How to extract from and divide a pdf with text and tables into rows and then search for a row by a word it contains.

Hello Community! I’m new to Knime, using version 5.1.1 on a mac. I have a PDF with text (and some tables) and am trying to extract all the content as text, divide it into rows, and search for a particular row in the resulting table. I don’t know the row’s name or number but I know some of the words it contains. Can you please help?
Thank you!”

Hello @Ami1 and welcome to the KNIME community

Your request is very generic. Please check the following workflow, it can be a starting point for you:

Aiming to get the right support from the community; It would be very useful if you can provide some more details:

  • How your input looks like, even a sample if possible
  • Expected output description
  • What you have already tested and results

BR

1 Like

@gonhaddock Thanks very much. I’ll try that. Am attaching a sample input file and an image. I’d like to be able to get the highlighted figures and words (in the image) from the PDF. They are on the table on page 47. In other pdf’s I’ll be using this for, I’ll know the words I’m looking for but not where they are in the pdf, what row, or the page on which the table is.
I tried starting with the Tika parser / pdf parser followed by various row/column filtering nodes, and then nodes suggested by the workflow coach, but didn’t get the right result. I’m quite new to Knime and really appreciate your help and any help from the forum. Thanks!

BR,
Ami


Interim-Report-as-of-June-30-2023.pdf (2.0 MB)

Hello @Ami1
Thanks for the provided example; I can provide you another example workflow, about how you extract table data from a PDF file.

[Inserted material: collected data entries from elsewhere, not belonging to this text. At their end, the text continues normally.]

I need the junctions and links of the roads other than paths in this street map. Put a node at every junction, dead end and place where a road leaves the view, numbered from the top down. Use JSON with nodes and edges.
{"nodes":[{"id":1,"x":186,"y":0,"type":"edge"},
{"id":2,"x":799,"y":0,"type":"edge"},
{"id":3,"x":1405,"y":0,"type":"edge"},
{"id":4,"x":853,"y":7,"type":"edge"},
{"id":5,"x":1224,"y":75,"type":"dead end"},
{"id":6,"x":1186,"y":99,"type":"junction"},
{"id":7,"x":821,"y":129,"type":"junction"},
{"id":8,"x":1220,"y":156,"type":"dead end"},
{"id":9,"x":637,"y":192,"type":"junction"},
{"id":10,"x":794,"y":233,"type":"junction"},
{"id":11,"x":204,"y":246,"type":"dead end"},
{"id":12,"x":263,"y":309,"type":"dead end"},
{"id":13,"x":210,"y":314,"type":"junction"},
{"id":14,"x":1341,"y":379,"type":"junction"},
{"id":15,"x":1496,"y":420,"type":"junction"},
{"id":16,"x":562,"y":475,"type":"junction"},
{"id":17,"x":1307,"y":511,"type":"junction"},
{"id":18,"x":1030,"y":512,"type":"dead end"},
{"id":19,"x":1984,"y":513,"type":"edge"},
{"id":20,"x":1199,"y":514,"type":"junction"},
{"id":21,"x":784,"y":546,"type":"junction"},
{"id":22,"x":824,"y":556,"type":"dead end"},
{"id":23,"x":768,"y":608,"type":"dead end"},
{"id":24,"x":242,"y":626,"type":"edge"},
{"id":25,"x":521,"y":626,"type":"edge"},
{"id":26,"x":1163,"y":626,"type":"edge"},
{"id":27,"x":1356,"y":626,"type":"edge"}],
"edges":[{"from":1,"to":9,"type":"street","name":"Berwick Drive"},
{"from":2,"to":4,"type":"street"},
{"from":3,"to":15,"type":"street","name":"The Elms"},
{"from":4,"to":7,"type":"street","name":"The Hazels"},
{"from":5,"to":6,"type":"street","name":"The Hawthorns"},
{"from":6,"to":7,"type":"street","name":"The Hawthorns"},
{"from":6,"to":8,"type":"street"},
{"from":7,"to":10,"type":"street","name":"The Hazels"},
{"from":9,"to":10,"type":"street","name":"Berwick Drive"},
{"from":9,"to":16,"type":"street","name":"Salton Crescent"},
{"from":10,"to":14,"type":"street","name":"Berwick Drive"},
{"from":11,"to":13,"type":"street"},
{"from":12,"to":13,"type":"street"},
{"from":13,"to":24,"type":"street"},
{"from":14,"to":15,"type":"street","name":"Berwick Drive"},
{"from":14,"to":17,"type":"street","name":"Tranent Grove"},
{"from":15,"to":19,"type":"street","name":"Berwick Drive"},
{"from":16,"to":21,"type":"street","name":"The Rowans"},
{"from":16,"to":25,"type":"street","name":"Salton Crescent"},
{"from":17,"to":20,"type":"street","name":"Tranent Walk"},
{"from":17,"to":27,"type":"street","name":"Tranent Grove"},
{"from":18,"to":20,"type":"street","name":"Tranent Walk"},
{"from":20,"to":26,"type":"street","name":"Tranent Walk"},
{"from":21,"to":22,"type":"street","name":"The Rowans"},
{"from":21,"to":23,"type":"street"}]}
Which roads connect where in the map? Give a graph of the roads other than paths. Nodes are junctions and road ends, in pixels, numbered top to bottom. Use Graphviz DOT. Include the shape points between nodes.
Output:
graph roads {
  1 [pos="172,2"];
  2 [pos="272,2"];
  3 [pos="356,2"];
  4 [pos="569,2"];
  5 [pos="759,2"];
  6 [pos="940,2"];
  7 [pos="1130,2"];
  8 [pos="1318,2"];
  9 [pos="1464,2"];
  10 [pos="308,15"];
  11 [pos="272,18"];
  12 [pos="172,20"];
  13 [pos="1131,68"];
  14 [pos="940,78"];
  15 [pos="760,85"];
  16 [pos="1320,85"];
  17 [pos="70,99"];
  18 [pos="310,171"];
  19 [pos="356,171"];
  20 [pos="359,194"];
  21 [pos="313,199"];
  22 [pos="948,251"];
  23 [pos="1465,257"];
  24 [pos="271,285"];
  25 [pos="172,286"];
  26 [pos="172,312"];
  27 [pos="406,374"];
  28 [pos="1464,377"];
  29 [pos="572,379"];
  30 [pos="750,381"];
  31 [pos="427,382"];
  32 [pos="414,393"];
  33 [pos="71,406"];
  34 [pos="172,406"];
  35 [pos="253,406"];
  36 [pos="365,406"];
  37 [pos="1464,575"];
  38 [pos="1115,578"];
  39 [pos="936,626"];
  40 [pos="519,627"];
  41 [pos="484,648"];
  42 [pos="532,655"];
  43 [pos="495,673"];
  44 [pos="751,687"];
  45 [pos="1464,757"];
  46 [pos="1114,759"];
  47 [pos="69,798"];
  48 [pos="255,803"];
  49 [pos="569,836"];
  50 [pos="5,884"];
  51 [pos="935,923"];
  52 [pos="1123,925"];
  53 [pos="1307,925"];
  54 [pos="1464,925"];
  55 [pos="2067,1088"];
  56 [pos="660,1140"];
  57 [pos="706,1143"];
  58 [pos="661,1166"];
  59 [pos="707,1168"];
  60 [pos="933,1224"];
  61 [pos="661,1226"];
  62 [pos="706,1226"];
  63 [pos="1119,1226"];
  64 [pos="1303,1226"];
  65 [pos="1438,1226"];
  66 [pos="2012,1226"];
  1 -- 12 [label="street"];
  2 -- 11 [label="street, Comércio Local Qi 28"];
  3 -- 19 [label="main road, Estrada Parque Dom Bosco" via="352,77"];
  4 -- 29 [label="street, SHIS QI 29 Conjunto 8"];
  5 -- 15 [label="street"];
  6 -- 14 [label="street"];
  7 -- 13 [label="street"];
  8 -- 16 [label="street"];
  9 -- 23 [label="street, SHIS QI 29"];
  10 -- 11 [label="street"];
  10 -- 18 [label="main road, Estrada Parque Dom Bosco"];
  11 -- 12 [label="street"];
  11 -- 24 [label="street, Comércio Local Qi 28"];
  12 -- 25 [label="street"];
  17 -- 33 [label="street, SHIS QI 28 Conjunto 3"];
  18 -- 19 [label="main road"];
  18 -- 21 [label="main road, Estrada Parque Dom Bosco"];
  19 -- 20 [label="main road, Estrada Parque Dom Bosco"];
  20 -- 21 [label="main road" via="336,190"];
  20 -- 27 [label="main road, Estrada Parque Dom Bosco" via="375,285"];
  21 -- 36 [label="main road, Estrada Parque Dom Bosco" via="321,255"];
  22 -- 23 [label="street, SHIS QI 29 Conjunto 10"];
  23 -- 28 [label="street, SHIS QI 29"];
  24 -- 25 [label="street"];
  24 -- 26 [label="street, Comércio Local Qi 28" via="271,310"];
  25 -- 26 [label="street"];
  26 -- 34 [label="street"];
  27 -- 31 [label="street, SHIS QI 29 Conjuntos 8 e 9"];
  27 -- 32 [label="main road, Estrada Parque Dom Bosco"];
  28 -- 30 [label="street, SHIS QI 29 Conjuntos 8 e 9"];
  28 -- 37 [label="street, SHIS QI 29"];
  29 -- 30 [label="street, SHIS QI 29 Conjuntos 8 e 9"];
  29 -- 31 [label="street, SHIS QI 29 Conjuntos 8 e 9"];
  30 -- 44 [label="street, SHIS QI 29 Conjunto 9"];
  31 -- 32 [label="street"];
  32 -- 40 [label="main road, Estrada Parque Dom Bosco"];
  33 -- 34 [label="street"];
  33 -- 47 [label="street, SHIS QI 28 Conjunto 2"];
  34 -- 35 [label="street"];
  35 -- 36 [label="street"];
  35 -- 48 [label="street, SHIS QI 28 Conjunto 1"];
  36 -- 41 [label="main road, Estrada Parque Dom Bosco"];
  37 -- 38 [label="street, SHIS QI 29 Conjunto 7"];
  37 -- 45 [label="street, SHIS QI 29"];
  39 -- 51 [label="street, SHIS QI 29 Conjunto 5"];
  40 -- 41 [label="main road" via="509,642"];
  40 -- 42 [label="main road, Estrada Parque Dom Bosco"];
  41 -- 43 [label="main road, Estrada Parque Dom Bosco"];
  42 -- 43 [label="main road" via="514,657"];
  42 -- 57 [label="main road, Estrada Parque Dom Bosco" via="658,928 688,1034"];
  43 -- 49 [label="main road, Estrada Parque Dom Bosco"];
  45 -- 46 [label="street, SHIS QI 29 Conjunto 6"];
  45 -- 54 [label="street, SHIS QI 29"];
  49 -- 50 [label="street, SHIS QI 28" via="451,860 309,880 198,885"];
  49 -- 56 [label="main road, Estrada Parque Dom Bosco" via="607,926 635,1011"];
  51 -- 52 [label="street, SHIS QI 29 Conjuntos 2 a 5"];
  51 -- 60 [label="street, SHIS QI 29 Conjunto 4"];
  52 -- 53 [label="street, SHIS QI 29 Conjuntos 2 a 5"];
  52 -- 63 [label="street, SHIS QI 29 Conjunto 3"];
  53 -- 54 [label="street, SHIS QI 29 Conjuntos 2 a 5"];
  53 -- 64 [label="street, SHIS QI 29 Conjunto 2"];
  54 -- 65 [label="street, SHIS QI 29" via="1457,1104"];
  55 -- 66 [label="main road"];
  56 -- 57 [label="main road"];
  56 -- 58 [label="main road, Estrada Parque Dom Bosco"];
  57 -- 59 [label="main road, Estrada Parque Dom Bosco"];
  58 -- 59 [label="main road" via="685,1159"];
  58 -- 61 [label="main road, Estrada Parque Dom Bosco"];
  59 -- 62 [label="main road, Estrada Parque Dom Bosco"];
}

Unfortunately I won’t have to much free KNIME time these days, aiming to work on customized forum solutions. I am sure that other forum knimer fellows can help you to progress forward if needed.

Happy KNIM(E)ing

1 Like

@Ami1
Just one question. Many companies provide their financial statements as excel download as well / or you use financial websites for that. Have you tried that already?
br

Hi @gonhaddock, Thanks, will try this out.
Much appreciated!

Hi @Daniel_Weikert,
Thanks for the question. In this instance I’m trying to provide a service to an entity that only has this type of PDF document available. Looking for a solution in order to be able to perform this kind of action on this kind of document on an ongoing basis.
Best,
Ami

@Ami1 the solutions to the KNIME challenge 015 might Indeed be a starting point. Then there is an approach using R package:

You can search for a word in a PDF file and extract the location:

To extract tables there is an option to use tabulizer

Or you can try and use the python package camelot

3 Likes

@mlauber71 thank you so much for all this great information! Will try it!
BR,
Ami

This topic was automatically closed 90 days after the last reply. New replies are no longer allowed.